Report generation automates the creation of periodic analytics summaries, combining growth, engagement, audience, and competitive data into formatted reports for stakeholders, clients, or personal tracking.

Use Cases

  • Weekly Reports: Automated weekly performance summaries
  • Client Reporting: Professional reports for social media clients
  • Executive Summaries: High-level metrics for leadership
  • Campaign Analysis: Post-campaign performance reports
  • Audit Reports: Comprehensive account audits

Basic Usage

import asyncio
from xeepy import Xeepy
from xeepy.analytics import ReportGenerator

async def generate_basic_report():
    async with Xeepy() as x:
        generator = ReportGenerator(x)

        # Generate a weekly report
        report = await generator.weekly_report("your_username")

        print(report.summary)

        # Export to different formats
        report.to_markdown("weekly_report.md")
        report.to_html("weekly_report.html")
        report.to_pdf("weekly_report.pdf")

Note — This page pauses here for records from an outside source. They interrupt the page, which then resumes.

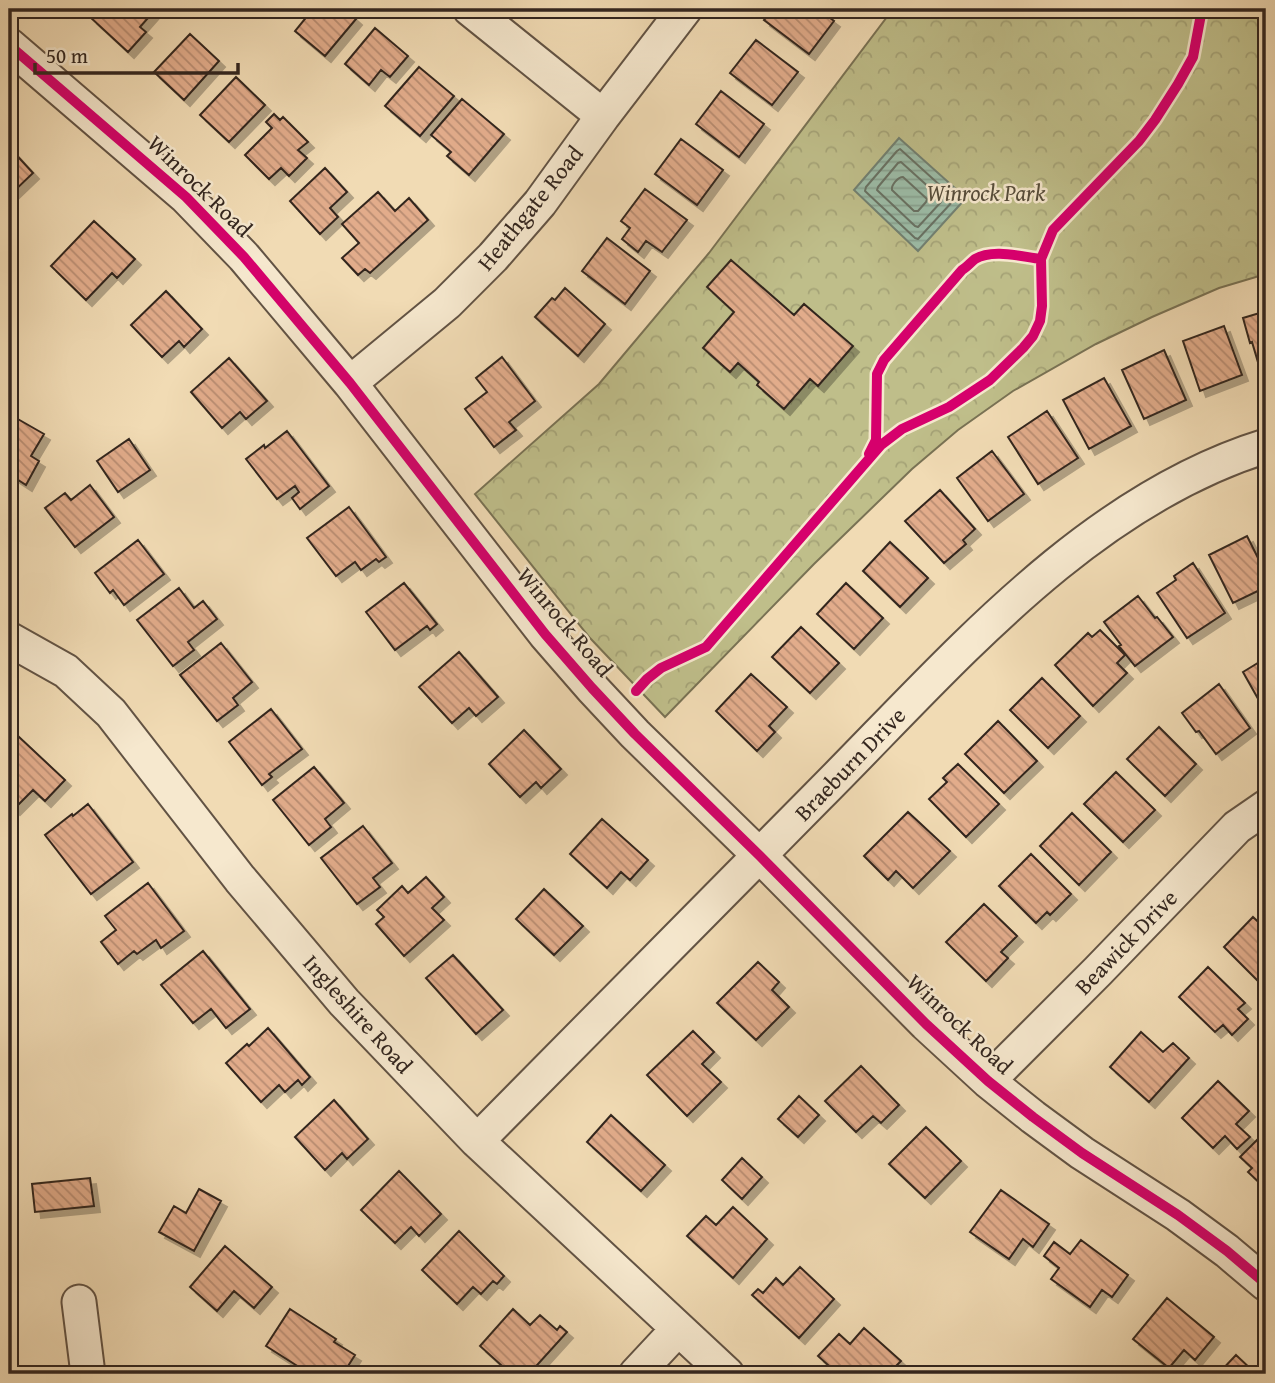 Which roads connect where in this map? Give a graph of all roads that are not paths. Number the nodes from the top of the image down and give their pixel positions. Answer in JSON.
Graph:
{"nodes":[{"id":1,"x":470,"y":9,"type":"edge"},
{"id":2,"x":685,"y":9,"type":"edge"},
{"id":3,"x":9,"y":45,"type":"edge"},
{"id":4,"x":603,"y":116,"type":"junction"},
{"id":5,"x":350,"y":383,"type":"junction"},
{"id":6,"x":1266,"y":446,"type":"edge"},
{"id":7,"x":9,"y":639,"type":"edge"},
{"id":8,"x":1266,"y":807,"type":"edge"},
{"id":9,"x":760,"y":856,"type":"junction"},
{"id":10,"x":988,"y":1081,"type":"junction"},
{"id":11,"x":477,"y":1141,"type":"junction"},
{"id":12,"x":1266,"y":1284,"type":"edge"},
{"id":13,"x":79,"y":1302,"type":"dead end"},
{"id":14,"x":677,"y":1329,"type":"junction"},
{"id":15,"x":89,"y":1374,"type":"edge"},
{"id":16,"x":636,"y":1374,"type":"edge"},
{"id":17,"x":727,"y":1374,"type":"edge"}],
"edges":[{"from":1,"to":4,"type":"street"},
{"from":2,"to":4,"type":"street","name":"Heathgate Road"},
{"from":3,"to":5,"type":"street","name":"Winrock Road"},
{"from":4,"to":5,"type":"street","name":"Heathgate Road"},
{"from":5,"to":9,"type":"street","name":"Winrock Road"},
{"from":6,"to":9,"type":"street","name":"Braeburn Drive"},
{"from":7,"to":11,"type":"street","name":"Ingleshire Road"},
{"from":8,"to":10,"type":"street","name":"Beawick Drive"},
{"from":9,"to":10,"type":"street","name":"Winrock Road"},
{"from":9,"to":11,"type":"street","name":"Braeburn Drive"},
{"from":10,"to":12,"type":"street","name":"Winrock Road"},
{"from":11,"to":14,"type":"street","name":"Ingleshire Road"},
{"from":13,"to":15,"type":"street"},
{"from":14,"to":16,"type":"street"},
{"from":14,"to":17,"type":"street","name":"Ingleshire Road"}]}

asyncio.run(generate_basic_report())

Comprehensive Performance Report

async def comprehensive_report():
    async with Xeepy() as x:
        generator = ReportGenerator(x)

        report = await generator.generate(
            username="your_username",
            period_days=30,
            include_sections=[
                "overview",
                "growth",
                "engagement",
                "top_content",
                "audience",
                "recommendations"
            ]
        )

        # Print report sections
        print("=" * 60)
        print("30-DAY PERFORMANCE REPORT")
        print("=" * 60)

        print("\n📊 OVERVIEW")
        print("-" * 40)
        print(f"Followers: {report.overview.followers:,}")
        print(f"Net change: {report.overview.follower_change:+,}")
        print(f"Tweets published: {report.overview.tweets_published}")
        print(f"Total engagement: {report.overview.total_engagement:,}")

        print("\n📈 GROWTH")
        print("-" * 40)
        print(f"Growth rate: {report.growth.rate:.2%}")
        print(f"New followers: {report.growth.gained:,}")
        print(f"Lost followers: {report.growth.lost:,}")

        print("\n💬 ENGAGEMENT")
        print("-" * 40)
        print(f"Engagement rate: {report.engagement.rate:.2%}")
        print(f"Avg likes: {report.engagement.avg_likes:.1f}")
        print(f"Avg retweets: {report.engagement.avg_retweets:.1f}")
        print(f"Avg replies: {report.engagement.avg_replies:.1f}")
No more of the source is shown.